- **WHAT NEEDS TO BE DONE**
Take each line in the entries below that holds "泉大津美原線" and show it.

::: PROVIDED DATA :::

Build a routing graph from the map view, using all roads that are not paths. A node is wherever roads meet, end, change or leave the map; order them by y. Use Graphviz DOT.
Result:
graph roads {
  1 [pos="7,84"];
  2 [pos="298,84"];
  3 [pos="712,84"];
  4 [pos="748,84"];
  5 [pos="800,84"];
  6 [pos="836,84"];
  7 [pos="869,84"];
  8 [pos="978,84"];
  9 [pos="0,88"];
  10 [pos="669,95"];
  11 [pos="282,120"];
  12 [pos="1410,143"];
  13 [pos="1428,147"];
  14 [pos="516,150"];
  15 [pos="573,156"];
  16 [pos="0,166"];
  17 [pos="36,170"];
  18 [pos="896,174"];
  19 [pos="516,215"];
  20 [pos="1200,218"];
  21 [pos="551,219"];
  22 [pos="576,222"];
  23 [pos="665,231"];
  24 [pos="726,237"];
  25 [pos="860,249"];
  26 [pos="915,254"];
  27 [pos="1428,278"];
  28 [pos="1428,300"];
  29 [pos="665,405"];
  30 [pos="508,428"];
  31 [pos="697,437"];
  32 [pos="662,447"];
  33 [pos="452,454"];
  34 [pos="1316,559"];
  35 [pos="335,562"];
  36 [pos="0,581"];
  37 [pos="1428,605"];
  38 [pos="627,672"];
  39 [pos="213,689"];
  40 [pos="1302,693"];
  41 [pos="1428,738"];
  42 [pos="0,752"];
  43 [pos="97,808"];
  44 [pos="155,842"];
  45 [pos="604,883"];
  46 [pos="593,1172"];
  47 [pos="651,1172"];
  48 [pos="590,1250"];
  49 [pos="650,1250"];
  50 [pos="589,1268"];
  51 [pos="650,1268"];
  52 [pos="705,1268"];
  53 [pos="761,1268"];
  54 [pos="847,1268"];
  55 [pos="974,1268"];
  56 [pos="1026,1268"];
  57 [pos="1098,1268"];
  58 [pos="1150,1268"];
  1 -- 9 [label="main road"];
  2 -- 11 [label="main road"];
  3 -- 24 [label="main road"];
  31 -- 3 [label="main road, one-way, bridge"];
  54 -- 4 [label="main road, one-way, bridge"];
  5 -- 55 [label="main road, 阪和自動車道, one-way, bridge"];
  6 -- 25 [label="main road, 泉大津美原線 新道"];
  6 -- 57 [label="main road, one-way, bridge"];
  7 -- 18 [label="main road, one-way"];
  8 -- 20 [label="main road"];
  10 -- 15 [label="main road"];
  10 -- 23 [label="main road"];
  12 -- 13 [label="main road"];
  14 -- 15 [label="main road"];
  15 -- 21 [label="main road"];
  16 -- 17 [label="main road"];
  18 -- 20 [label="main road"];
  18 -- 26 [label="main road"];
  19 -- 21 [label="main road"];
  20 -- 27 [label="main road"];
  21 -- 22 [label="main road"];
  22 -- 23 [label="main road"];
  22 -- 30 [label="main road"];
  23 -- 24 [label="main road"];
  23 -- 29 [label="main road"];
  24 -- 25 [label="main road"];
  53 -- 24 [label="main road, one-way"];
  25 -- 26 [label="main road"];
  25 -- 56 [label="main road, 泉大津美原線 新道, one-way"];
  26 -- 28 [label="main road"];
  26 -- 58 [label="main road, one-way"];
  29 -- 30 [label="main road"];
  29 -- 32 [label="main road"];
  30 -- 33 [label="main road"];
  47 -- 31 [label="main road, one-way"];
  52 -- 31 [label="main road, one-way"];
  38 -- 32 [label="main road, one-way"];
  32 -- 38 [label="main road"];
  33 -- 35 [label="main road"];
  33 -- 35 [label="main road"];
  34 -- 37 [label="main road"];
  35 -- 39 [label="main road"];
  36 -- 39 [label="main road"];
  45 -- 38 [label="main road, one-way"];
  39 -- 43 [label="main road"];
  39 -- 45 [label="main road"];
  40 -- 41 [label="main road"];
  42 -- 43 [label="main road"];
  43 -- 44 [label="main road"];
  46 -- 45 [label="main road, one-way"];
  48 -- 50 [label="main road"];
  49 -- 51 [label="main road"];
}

:::

- **TASK SOLUTION**
  6 -- 25 [label="main road, 泉大津美原線 新道"];
  25 -- 56 [label="main road, 泉大津美原線 新道, one-way"];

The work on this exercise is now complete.